EADS unveiled a 77 percent drop in third-quarter core earnings on Monday, as it battled a downturn in civil aviation and the damaging effect of the weak dollar along with delays to its A400M program.

EADS beat forecasts with earnings before interest and tax (EBIT) of 201 million euros ($301 million) for the third quarter, but said it would not issue full-year guidance, citing uncertainty over the magnitude of potential charges for the high-profile and much-delayed A400M and A380 programs in the fourth quarter.

EADS shares rose on Monday morning, as investors welcomed positive news on cash consumption at Europe's largest aerospace group. By 0900 GMT shares were up 1.41 percent at 13.34 euros. The CAC-40 index <.FCHI> was 0.66 percent higher.

Analysts said the company's cash position was a positive surprise. The group's net cash position stood at 8.1 billion euros at the end of the third quarter, unchanged since the end of the first half. The company's cash performance is fabulous; they deserve an enormous amount of credit for that, said RBS analyst Sandy Morris.


But the group will be facing a big currency headwind in 2010, Morris warned, and the market may not have taken on board the likely impact of the weakening dollar on EADS in 2010, Morris said.

EADS said on Monday that the continuous weakening of the dollar was challenging its performance because of a weakening hedge book over time, although it insisted that its long-term hedging policy meant the dollar did not pose a short-term threat.

Aircraft are traditionally priced in dollars, which makes life difficult for EADS and its planemaking unit Airbus, whose manufacturing base is in Europe.

EADS said on Monday that oil price increases and the wider economic environment created a risk for commercial aircraft customers.

Nevertheless, the group is cautiously envisaging an improvement of the economic and market conditions in the next months.

EADS maintained its estimate of up to 300 gross aircraft orders in 2009 and said it expected to deliver around 490 aircraft this year. It said it was still working with customers to establish a delivery target for 2010, including the A380 superjumbo program.

EBIT before one-offs, which EADS says gives an underlying flavor of the business by excluding one-off charges caused by provisions or foreign exchange impacts, reached 381 million euros in the third quarter, compared with a forecast of 296 million euros.

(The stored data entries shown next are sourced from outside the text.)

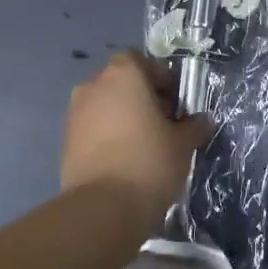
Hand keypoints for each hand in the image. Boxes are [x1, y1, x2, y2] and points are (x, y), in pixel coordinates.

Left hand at [62, 52, 209, 225]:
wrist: (103, 208)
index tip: (176, 104)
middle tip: (163, 125)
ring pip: (106, 106)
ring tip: (145, 145)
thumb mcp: (184, 144)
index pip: (142, 61)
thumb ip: (194, 126)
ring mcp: (75, 114)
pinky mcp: (66, 141)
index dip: (161, 78)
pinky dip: (108, 136)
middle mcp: (93, 86)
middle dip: (143, 98)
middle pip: (122, 82)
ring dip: (124, 117)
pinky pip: (93, 128)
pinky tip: (125, 161)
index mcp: (123, 75)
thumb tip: (201, 121)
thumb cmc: (149, 162)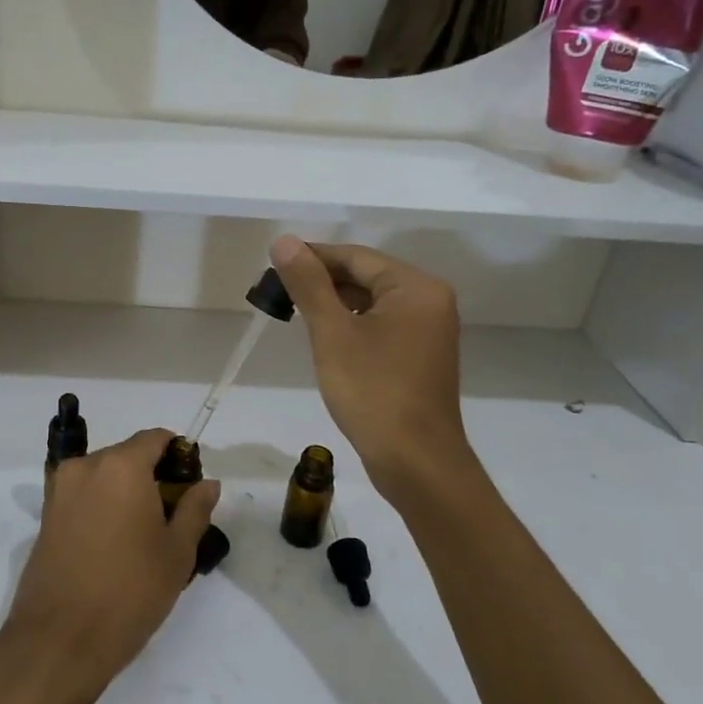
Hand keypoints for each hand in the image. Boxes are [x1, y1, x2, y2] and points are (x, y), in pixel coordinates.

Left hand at [2, 429, 220, 699]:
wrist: (59, 640)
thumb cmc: (129, 591)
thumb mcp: (177, 553)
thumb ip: (195, 509)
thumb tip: (207, 483)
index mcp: (121, 466)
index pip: (155, 438)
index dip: (179, 455)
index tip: (191, 486)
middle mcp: (86, 467)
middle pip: (127, 455)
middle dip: (152, 475)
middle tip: (172, 516)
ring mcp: (60, 491)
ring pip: (104, 476)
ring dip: (125, 492)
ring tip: (143, 535)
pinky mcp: (45, 516)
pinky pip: (83, 496)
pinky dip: (102, 507)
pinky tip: (115, 545)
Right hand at [269, 235, 477, 500]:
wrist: (415, 461)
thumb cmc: (373, 392)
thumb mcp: (333, 334)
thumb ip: (308, 284)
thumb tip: (284, 241)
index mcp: (415, 287)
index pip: (356, 256)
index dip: (312, 257)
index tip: (273, 267)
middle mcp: (429, 301)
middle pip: (367, 276)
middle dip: (322, 281)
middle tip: (277, 293)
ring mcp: (429, 330)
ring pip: (373, 302)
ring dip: (335, 304)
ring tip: (294, 313)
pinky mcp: (421, 356)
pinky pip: (382, 325)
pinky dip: (353, 325)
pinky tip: (326, 338)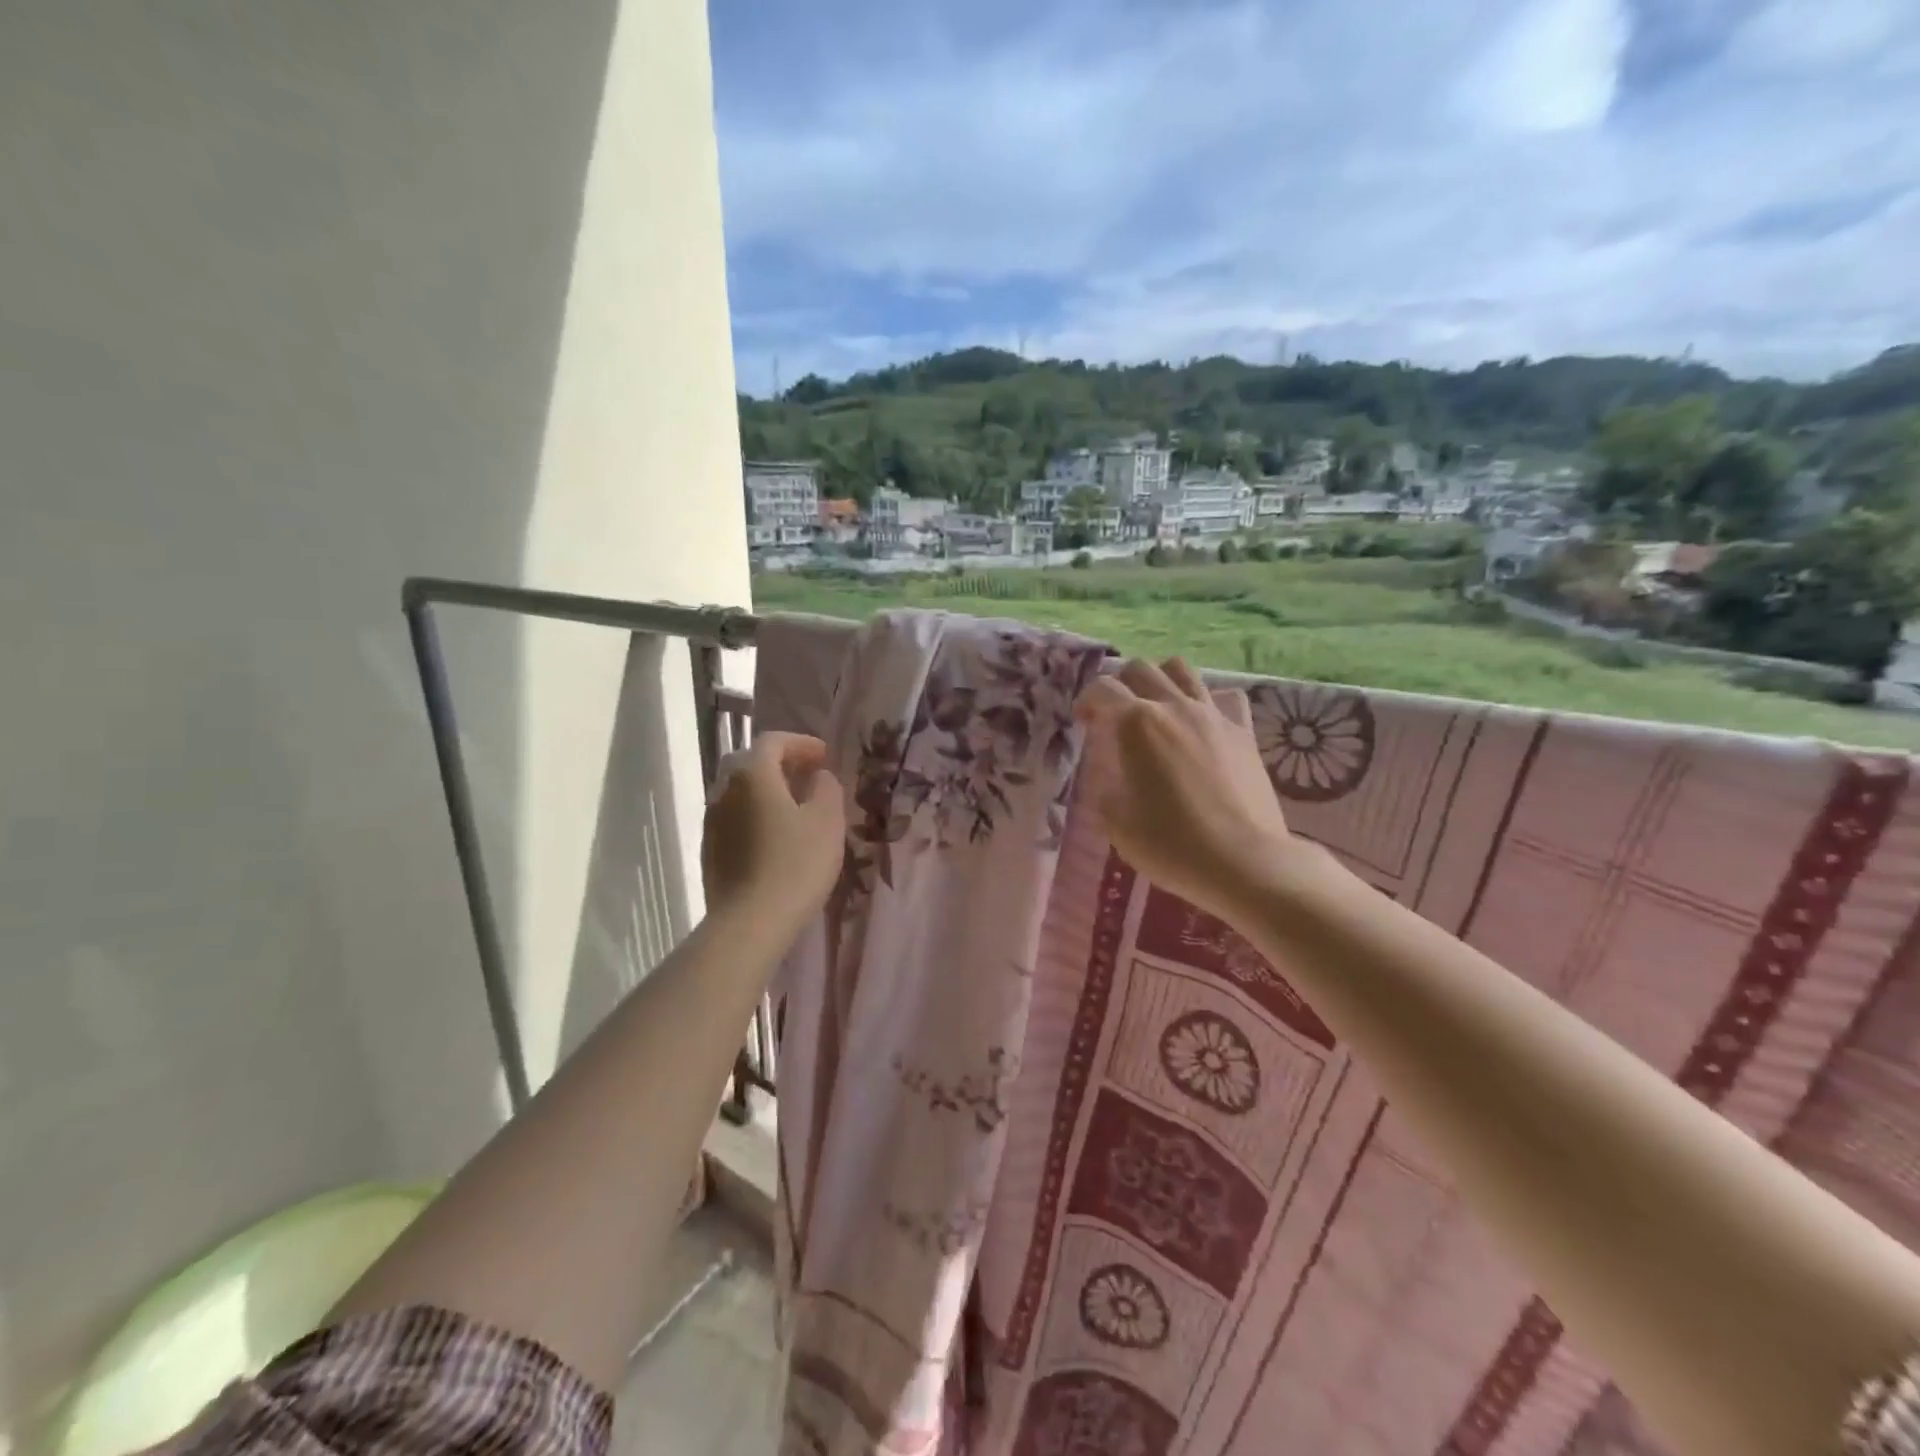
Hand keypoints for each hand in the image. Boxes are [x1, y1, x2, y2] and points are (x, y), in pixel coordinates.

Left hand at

The company said increased volumes and savings linked to its Airbus Power8 cost-cut plan were not enough to compensate for worsening hedge rates, increased cost and falling prices on aircraft deliveries.

EBIT for the first nine months -- at 1.089 billion euros, compared with 2.018 billion euros last year -- was hit by foreign exchange impact, EADS said.

The group said third-quarter EBIT last year had been supported by 965 million euros from the revaluation of loss-making contract provisions at the closing spot rate.

The Airbus parent took a further 224 million euros in provisions in the first nine months of 2009 for delays to its A400M military transport project, on top of the 2.3 billion euros already booked.

EADS is taking minor provisions each quarter pending a contract renegotiation that could lead to a final assessment of its losses on the troubled defense deal, expected later this year. At the half-year stage it also warned of charges in the second half on the A380, whose production costs are over budget.

Group revenues slid 2 percent to 9.528 billion euros in the third quarter, and the group posted a net loss of 87 million euros, EADS said in a statement.